Among the entries below, find the lines with the word "main" and copy them.

(Saved data entries)
------------------------------------------------------------------------

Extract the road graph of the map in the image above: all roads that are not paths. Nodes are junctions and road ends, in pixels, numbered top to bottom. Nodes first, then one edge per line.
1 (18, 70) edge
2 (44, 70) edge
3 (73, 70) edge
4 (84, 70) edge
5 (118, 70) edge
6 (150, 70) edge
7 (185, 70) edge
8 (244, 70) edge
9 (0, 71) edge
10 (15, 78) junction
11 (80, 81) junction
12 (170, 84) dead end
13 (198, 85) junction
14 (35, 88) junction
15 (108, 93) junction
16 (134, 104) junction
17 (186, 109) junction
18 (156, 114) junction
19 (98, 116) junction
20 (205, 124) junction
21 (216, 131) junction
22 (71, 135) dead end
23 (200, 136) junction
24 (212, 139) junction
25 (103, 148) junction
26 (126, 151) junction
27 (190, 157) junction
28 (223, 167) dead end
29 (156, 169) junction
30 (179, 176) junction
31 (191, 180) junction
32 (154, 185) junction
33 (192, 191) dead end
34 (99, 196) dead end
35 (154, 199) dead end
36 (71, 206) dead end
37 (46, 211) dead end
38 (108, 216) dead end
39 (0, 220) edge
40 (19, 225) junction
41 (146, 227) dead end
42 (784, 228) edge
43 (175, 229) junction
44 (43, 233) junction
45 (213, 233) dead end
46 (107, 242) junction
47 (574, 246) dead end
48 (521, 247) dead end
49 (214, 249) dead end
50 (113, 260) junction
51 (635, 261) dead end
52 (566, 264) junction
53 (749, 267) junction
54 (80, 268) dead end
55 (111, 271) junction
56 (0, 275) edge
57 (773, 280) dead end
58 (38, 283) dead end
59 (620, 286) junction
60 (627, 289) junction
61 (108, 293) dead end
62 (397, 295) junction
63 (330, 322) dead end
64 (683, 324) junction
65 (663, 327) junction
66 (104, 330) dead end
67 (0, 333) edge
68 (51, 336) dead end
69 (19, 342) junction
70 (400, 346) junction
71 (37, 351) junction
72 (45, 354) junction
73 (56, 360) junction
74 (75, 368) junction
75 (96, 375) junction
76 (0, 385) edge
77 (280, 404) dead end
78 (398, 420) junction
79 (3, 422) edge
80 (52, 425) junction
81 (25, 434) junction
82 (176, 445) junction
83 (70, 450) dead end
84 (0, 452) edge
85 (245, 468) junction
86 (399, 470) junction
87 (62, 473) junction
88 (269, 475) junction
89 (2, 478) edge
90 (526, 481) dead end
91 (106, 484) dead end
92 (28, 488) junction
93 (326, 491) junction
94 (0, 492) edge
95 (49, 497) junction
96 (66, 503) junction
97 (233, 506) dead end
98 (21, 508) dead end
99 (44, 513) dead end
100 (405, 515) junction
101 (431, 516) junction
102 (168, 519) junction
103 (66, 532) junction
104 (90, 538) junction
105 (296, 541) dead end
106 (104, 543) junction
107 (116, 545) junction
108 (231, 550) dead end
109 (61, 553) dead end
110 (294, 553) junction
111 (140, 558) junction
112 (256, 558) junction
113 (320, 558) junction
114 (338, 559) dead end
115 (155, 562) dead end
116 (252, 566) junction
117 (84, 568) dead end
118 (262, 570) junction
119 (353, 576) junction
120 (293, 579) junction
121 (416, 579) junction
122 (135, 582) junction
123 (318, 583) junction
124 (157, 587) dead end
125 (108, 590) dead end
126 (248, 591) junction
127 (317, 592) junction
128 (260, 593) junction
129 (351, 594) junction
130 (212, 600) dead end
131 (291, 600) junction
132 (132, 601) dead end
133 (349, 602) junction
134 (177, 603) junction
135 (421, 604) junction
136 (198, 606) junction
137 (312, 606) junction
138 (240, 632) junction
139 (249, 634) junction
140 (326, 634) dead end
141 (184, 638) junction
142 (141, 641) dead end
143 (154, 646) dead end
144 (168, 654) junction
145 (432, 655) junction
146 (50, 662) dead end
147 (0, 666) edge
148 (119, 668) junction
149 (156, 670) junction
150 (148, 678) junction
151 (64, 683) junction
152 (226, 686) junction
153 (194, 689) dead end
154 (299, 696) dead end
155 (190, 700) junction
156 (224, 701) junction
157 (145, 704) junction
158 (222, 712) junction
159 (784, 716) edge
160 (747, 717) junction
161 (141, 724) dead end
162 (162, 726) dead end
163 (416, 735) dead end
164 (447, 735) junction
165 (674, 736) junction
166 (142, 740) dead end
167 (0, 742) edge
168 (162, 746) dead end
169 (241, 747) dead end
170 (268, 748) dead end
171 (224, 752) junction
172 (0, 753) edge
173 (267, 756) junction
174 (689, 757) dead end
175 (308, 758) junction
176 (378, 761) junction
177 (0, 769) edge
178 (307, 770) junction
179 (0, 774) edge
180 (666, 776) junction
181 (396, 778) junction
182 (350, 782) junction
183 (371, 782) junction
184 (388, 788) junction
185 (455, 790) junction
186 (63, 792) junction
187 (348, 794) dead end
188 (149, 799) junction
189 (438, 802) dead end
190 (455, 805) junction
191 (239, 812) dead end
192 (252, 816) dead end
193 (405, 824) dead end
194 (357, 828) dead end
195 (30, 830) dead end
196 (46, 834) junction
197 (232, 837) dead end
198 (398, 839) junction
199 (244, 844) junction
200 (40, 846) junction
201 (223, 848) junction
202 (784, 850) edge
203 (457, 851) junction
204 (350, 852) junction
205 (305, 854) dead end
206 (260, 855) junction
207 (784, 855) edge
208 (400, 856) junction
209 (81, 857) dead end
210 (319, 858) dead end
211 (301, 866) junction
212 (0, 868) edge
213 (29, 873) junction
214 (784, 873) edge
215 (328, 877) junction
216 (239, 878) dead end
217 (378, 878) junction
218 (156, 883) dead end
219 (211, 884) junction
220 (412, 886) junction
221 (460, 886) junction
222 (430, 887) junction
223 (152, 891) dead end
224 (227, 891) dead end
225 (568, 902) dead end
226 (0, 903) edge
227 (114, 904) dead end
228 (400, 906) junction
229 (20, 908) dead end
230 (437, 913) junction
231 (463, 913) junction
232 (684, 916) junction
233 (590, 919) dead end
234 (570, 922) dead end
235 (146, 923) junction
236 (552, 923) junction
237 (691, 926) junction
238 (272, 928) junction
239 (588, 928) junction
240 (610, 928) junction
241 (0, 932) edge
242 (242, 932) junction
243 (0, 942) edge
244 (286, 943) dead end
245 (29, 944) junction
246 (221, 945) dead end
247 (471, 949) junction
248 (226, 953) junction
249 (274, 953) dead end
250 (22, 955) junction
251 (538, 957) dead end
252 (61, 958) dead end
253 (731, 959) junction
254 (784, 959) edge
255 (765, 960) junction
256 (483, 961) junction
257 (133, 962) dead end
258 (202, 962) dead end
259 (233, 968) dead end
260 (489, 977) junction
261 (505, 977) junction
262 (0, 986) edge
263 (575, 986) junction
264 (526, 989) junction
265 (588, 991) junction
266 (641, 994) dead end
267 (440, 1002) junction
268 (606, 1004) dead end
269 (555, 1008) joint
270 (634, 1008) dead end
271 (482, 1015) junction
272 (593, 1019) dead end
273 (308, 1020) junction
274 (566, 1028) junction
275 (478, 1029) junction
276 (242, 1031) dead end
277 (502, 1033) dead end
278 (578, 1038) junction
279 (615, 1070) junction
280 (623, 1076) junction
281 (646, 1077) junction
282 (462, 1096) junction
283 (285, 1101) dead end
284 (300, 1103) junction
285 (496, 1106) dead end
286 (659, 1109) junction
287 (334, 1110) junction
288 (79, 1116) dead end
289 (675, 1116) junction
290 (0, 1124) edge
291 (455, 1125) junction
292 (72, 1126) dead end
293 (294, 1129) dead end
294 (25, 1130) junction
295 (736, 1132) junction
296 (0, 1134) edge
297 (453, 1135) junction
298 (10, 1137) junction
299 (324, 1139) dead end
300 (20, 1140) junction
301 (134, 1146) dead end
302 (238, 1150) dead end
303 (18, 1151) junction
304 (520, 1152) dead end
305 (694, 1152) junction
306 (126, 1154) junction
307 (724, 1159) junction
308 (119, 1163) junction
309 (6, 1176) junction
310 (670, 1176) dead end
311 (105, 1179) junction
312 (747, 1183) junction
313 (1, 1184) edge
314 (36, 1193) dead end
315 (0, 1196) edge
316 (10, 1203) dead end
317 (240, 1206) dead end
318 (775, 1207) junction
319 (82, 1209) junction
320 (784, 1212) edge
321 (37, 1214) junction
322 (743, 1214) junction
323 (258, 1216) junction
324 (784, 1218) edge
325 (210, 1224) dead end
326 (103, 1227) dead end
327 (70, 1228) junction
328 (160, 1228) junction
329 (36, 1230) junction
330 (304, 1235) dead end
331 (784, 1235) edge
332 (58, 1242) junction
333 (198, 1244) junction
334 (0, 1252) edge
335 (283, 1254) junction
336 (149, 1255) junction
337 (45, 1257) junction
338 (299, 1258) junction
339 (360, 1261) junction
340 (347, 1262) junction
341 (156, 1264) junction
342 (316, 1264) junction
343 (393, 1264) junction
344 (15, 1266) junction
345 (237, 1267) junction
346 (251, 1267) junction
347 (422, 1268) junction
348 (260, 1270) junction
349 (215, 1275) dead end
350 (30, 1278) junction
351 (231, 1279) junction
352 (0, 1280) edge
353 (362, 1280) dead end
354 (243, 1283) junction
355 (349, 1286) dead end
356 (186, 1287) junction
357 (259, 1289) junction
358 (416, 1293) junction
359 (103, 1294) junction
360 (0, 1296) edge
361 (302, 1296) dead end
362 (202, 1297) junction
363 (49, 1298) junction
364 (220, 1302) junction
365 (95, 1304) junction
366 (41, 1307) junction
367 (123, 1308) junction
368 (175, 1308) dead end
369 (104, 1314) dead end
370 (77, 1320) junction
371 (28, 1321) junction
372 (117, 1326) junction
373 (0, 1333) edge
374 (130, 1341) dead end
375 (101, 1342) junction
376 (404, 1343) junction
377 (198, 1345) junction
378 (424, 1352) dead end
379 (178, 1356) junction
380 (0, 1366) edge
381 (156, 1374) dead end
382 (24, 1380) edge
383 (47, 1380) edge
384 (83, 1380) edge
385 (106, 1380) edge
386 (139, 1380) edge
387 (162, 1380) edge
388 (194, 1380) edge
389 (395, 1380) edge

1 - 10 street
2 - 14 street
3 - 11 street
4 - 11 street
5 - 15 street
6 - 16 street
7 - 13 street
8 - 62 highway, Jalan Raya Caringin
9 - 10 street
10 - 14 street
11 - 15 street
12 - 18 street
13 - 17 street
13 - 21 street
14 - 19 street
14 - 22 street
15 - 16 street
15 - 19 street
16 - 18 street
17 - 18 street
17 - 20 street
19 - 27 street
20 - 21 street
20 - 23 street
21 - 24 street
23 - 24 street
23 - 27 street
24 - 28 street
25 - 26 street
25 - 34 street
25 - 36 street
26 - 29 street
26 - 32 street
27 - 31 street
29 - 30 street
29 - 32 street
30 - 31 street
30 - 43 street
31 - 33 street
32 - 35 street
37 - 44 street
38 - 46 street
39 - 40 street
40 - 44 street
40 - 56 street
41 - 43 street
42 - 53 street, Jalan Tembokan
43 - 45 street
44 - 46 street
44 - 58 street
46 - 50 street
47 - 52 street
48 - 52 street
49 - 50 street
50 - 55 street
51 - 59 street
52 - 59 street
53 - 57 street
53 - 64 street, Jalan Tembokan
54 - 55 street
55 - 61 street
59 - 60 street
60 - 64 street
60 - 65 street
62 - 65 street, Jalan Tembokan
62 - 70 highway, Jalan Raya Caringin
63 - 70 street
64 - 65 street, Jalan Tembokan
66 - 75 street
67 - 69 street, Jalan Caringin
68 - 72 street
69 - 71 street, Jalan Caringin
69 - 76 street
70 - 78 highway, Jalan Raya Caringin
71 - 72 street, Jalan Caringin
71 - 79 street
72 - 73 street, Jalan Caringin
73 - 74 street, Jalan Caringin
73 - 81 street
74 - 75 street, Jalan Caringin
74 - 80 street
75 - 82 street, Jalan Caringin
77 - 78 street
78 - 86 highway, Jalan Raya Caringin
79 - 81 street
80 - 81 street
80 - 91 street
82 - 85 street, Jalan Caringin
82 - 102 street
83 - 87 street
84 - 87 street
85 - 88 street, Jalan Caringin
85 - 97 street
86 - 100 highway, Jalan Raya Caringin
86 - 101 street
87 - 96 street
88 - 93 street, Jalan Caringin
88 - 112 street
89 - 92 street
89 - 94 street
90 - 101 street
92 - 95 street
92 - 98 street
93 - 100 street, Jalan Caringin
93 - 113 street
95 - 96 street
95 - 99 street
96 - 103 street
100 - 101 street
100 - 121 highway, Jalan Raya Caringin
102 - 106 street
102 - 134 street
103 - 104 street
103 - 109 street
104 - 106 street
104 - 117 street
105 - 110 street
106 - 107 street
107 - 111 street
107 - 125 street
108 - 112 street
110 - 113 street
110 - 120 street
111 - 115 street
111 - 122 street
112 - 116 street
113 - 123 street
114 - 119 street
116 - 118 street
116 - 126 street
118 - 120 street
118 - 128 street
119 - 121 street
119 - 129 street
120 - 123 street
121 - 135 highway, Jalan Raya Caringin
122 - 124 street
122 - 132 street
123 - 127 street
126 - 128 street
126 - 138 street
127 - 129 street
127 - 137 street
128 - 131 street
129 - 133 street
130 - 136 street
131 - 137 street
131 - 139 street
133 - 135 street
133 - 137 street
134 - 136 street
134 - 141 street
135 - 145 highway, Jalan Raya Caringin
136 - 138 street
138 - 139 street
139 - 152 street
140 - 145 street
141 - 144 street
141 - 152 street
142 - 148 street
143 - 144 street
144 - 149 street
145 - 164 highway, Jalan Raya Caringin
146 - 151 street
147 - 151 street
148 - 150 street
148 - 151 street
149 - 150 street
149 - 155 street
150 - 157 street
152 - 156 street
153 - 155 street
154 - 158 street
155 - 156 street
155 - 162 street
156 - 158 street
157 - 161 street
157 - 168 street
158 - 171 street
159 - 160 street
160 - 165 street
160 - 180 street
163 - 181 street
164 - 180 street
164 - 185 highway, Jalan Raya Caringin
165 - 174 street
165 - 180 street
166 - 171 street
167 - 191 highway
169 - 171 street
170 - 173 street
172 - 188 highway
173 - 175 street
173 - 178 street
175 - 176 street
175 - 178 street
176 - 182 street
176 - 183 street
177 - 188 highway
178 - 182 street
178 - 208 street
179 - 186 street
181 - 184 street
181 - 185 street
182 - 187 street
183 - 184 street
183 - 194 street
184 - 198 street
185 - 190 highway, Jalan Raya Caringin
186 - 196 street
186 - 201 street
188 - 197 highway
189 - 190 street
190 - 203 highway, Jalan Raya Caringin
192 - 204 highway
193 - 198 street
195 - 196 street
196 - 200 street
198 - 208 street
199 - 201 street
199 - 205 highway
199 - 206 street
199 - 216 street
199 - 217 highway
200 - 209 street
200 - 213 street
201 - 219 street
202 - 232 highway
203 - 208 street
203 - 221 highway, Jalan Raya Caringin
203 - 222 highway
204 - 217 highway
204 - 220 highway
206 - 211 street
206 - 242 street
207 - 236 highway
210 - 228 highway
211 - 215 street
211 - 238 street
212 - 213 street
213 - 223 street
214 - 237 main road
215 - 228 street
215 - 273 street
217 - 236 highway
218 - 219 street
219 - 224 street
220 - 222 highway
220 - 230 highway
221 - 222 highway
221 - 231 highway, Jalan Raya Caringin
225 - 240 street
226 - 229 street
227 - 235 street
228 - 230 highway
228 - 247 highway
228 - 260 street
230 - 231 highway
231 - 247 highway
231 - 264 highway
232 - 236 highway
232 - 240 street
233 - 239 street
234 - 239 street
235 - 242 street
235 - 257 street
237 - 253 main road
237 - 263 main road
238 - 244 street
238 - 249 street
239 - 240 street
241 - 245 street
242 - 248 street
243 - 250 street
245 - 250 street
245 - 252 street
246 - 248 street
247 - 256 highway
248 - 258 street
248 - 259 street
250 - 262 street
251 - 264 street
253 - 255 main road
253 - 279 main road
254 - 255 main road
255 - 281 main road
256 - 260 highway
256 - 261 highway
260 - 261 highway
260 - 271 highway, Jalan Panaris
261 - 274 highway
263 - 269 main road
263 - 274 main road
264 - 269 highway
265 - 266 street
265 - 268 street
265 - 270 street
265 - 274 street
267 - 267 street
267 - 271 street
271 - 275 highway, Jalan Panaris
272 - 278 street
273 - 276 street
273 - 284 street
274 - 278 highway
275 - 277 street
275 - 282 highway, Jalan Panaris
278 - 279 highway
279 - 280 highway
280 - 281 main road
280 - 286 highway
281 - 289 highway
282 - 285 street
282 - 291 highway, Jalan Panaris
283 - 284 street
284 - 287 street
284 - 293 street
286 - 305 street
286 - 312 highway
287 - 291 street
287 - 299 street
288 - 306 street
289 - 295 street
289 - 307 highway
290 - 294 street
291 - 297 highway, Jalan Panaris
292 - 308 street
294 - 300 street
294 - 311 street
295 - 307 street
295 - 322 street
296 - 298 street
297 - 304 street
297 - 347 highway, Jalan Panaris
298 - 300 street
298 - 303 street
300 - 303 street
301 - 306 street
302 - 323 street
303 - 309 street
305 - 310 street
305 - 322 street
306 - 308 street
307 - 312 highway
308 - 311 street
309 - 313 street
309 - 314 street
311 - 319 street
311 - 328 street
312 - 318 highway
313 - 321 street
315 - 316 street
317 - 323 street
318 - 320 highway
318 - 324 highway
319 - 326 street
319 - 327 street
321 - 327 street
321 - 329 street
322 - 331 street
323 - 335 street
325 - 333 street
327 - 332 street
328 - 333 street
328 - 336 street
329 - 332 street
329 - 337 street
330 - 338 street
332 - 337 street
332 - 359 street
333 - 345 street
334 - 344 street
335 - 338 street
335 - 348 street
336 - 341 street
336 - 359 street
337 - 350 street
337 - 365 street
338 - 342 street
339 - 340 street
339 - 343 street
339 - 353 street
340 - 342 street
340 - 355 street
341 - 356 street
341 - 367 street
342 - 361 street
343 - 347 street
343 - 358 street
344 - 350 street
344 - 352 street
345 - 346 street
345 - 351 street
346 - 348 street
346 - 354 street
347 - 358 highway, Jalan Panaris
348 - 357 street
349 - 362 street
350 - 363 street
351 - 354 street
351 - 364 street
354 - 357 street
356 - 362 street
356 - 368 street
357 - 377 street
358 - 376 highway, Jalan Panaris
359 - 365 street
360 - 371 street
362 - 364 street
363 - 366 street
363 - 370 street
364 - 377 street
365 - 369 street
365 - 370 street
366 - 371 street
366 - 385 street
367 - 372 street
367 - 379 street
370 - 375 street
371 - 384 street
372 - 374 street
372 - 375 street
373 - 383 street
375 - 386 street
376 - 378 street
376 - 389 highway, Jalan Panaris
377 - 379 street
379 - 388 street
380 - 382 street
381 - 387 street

------------------------------------------------------------------------

__WRITTEN REPLY__:
214 - 237 main road
237 - 253 main road
237 - 263 main road
253 - 255 main road
253 - 279 main road
254 - 255 main road
255 - 281 main road
263 - 269 main road
263 - 274 main road
280 - 281 main road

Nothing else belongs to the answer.